Photo of Yihui Zhang

Nanotechnology & materials

Yihui Zhang

Pop-up nanostructures make it far easier to fabricate very tiny shapes.
Photo by Gilles Sabrie

Year Honored
2016

Organization
Tsinghua University

Region
Global

Yihui Zhang likes to invite visitors to his office to stretch a piece of highly elastic silicone that has a soccer-ball-like structure attached to it. Once the silicone is pulled taut from four corners, the three-dimensional structure becomes a two-dimensional pattern that looks like a wheel with many adjacent hexagons and pentagons in the center. When the silicone is relaxed again, the flattened pattern pops back into its three-dimensional shape.

With this trick, Zhang has solved the challenge facing many researchers: how to fabricate complex three-dimensional nanoscale structures.
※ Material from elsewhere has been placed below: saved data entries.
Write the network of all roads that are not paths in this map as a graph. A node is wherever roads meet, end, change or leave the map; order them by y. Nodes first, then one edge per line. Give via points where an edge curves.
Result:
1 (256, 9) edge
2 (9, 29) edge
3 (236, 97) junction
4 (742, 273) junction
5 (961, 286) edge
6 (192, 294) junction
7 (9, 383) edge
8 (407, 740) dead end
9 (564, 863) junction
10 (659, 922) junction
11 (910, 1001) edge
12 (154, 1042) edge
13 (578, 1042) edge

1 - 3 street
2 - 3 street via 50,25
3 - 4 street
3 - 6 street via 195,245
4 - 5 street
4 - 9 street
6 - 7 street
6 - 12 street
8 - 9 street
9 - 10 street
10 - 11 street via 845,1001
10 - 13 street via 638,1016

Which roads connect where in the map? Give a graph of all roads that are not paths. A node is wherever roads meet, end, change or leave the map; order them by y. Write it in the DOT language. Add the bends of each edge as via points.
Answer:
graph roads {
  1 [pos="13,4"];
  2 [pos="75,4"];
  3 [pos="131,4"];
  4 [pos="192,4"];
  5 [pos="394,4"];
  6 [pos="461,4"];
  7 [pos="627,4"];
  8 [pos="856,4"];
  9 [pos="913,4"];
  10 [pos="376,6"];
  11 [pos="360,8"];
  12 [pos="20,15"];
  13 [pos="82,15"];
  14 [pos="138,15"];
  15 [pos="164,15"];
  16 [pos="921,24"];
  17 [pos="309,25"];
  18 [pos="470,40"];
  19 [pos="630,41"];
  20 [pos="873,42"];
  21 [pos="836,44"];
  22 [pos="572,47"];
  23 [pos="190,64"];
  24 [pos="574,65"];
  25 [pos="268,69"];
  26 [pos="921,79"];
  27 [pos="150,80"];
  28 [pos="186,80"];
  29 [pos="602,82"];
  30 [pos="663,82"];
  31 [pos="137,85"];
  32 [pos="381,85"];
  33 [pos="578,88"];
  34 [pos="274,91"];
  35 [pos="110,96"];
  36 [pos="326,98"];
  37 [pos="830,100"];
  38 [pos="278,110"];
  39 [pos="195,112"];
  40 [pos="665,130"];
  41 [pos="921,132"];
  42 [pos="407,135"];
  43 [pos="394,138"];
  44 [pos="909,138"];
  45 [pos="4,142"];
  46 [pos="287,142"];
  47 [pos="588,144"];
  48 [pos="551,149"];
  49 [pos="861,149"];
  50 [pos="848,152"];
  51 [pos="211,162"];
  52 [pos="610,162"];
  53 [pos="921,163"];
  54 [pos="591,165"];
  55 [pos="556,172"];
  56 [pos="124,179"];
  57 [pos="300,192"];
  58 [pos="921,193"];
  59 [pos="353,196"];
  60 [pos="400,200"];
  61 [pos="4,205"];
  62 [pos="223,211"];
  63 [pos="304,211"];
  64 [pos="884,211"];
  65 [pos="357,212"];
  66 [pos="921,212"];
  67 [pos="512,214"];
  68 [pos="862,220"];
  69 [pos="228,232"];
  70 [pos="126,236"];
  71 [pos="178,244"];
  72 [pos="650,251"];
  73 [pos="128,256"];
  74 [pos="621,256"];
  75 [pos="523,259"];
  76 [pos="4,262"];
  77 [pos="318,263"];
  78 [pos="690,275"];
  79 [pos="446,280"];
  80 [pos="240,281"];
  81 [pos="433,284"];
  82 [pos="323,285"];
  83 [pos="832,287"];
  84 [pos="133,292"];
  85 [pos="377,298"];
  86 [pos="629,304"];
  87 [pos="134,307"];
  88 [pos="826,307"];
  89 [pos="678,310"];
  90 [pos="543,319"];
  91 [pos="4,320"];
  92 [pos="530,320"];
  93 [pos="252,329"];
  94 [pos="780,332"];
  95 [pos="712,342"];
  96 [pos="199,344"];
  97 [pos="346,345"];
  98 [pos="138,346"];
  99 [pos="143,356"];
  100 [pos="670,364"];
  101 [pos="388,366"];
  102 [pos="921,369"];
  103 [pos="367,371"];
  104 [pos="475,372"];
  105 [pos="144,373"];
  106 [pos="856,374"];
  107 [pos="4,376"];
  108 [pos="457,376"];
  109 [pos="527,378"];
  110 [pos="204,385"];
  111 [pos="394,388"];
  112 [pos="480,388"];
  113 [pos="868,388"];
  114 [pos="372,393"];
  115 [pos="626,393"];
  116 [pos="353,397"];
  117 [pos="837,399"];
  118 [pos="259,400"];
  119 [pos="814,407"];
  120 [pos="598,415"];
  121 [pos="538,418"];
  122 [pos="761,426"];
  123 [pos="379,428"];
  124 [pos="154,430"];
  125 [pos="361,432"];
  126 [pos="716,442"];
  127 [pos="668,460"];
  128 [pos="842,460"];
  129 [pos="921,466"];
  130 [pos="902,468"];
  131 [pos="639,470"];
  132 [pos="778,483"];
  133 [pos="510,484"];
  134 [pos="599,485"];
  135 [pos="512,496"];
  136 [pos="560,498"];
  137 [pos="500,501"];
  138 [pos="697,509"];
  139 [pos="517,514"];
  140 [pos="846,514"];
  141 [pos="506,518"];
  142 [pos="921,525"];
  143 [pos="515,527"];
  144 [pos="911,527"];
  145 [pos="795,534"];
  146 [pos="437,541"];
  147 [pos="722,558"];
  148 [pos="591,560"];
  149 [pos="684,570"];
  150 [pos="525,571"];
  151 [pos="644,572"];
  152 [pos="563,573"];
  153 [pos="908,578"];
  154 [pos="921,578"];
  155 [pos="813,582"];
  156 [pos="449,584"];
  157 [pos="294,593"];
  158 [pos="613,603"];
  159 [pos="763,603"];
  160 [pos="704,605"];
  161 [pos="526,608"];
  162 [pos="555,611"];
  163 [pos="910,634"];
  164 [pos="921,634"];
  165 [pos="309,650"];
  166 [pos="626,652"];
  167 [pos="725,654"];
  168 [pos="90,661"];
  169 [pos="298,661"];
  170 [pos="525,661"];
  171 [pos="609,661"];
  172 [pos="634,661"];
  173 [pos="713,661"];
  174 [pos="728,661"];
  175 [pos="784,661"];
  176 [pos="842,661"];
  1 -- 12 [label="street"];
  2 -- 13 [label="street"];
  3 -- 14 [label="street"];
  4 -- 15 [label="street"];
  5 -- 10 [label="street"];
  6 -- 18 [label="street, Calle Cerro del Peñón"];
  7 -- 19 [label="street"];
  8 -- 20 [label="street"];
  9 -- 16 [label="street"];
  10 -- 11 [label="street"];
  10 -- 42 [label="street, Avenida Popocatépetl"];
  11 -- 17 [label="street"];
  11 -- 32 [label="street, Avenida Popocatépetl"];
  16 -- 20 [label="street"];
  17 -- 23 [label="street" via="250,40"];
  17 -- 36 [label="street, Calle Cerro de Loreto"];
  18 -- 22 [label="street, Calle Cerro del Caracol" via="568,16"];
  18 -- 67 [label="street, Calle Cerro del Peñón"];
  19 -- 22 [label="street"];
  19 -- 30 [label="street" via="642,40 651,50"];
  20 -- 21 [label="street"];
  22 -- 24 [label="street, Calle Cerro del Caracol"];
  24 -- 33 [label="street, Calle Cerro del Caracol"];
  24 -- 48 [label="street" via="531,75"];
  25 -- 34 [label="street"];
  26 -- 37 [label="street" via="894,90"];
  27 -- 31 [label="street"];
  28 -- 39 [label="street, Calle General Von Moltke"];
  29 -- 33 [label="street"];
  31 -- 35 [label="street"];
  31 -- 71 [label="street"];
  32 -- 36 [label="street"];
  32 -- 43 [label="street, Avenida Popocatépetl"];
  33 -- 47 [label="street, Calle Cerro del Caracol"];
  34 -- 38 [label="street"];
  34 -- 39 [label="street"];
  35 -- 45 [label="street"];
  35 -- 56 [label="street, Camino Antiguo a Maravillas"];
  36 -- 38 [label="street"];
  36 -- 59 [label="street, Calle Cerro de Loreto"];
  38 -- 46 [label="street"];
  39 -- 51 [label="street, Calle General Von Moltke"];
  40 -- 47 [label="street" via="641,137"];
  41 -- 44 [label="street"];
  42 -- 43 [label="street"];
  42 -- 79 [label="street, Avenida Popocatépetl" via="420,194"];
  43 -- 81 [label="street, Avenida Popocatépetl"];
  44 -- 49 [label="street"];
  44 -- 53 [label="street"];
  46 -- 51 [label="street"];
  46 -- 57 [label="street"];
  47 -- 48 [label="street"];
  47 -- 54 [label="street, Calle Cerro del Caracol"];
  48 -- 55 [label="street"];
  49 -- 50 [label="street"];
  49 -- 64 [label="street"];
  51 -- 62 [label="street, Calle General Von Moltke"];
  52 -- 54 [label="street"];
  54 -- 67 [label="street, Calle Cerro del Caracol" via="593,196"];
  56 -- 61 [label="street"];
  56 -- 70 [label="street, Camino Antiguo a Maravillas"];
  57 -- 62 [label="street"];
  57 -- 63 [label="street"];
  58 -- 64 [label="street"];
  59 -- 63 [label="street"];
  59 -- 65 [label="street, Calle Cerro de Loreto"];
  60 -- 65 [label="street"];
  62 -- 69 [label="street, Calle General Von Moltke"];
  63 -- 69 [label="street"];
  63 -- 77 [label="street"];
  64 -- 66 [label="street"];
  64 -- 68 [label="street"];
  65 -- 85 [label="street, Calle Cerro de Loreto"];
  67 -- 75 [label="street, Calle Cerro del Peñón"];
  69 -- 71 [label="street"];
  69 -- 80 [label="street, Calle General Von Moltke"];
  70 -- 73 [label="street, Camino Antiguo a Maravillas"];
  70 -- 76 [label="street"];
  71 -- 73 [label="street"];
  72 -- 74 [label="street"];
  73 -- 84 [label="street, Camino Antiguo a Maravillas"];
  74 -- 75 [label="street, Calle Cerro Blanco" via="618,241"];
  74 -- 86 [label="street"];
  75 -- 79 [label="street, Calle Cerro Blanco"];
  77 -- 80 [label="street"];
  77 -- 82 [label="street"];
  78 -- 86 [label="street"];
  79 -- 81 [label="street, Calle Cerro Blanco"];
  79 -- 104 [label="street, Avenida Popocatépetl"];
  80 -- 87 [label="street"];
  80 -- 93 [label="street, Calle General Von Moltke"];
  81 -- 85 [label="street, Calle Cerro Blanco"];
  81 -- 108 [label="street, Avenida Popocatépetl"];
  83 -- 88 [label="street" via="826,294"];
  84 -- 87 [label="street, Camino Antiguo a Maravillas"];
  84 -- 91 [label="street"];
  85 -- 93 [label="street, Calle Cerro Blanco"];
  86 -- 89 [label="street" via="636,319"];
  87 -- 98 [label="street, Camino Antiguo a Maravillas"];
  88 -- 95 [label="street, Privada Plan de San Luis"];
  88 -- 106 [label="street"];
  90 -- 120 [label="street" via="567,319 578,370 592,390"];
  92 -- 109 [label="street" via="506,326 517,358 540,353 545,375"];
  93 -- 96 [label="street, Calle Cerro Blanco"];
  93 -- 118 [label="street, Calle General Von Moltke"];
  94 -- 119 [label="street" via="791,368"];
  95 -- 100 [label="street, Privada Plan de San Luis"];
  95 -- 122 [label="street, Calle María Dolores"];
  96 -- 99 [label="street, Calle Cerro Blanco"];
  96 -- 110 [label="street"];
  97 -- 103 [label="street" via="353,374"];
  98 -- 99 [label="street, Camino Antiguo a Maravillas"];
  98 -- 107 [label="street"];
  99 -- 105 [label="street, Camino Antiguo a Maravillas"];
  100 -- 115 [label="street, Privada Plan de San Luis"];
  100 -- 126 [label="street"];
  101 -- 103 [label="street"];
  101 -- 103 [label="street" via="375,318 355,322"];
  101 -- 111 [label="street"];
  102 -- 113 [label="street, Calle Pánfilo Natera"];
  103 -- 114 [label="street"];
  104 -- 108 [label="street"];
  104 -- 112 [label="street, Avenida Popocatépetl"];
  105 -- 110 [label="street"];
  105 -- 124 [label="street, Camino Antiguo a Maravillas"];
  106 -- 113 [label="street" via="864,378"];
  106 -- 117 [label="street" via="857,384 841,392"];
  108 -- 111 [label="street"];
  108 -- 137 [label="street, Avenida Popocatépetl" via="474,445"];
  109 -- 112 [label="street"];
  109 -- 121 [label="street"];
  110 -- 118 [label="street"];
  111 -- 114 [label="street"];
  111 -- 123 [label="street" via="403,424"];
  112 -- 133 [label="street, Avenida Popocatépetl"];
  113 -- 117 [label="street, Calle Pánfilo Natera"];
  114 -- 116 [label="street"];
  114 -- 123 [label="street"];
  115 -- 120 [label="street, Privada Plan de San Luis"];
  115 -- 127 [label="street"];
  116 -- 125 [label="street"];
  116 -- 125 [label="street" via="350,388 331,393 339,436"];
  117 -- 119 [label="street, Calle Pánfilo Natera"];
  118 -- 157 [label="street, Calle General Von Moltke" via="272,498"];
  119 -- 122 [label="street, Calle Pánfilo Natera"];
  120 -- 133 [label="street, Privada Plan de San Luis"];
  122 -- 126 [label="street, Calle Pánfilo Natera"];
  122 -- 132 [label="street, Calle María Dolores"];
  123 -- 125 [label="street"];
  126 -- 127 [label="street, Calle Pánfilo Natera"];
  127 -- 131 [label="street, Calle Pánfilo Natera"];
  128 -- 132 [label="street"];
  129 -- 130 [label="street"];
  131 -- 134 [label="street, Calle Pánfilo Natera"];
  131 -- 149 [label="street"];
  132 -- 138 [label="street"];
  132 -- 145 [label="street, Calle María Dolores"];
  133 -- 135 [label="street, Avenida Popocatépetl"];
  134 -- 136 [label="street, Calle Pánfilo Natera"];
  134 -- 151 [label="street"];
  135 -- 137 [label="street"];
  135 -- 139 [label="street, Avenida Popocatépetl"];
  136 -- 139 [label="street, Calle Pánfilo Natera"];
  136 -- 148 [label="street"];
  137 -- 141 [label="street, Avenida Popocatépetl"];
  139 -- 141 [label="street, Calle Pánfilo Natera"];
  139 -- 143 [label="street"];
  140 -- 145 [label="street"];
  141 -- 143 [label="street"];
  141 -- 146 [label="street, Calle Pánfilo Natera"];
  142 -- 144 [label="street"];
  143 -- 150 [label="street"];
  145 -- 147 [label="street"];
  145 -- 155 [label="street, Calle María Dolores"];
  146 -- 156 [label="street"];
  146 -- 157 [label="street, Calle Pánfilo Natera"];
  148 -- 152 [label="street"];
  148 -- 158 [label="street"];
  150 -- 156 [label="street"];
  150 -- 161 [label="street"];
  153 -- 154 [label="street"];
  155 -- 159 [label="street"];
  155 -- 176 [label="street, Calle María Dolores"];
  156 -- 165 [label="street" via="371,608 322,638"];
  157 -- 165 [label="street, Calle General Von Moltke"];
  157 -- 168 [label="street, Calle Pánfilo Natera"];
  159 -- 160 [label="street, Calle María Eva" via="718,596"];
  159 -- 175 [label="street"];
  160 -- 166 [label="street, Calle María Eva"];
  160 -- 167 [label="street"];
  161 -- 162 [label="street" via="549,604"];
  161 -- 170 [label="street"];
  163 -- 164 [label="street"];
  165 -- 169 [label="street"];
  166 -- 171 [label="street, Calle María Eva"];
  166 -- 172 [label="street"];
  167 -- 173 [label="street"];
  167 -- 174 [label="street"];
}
Although the demonstration is done at the macro level, the idea works with nanostructures, too: easily created two-dimensional patterns can be attached to a substrate stretched taut and then buckled into three-dimensional structures as the substrate is relaxed. This process works with a wide range of materials such as metals and polymers.

The technique could be used to create nanostructures for a variety of uses. Ultimately, Zhang hopes to develop a database or algorithm that allows researchers to easily map the three-dimensional structures they want onto two-dimensional precursors. “It’s a tool,” he says. “People from different disciplines can build their own innovations.”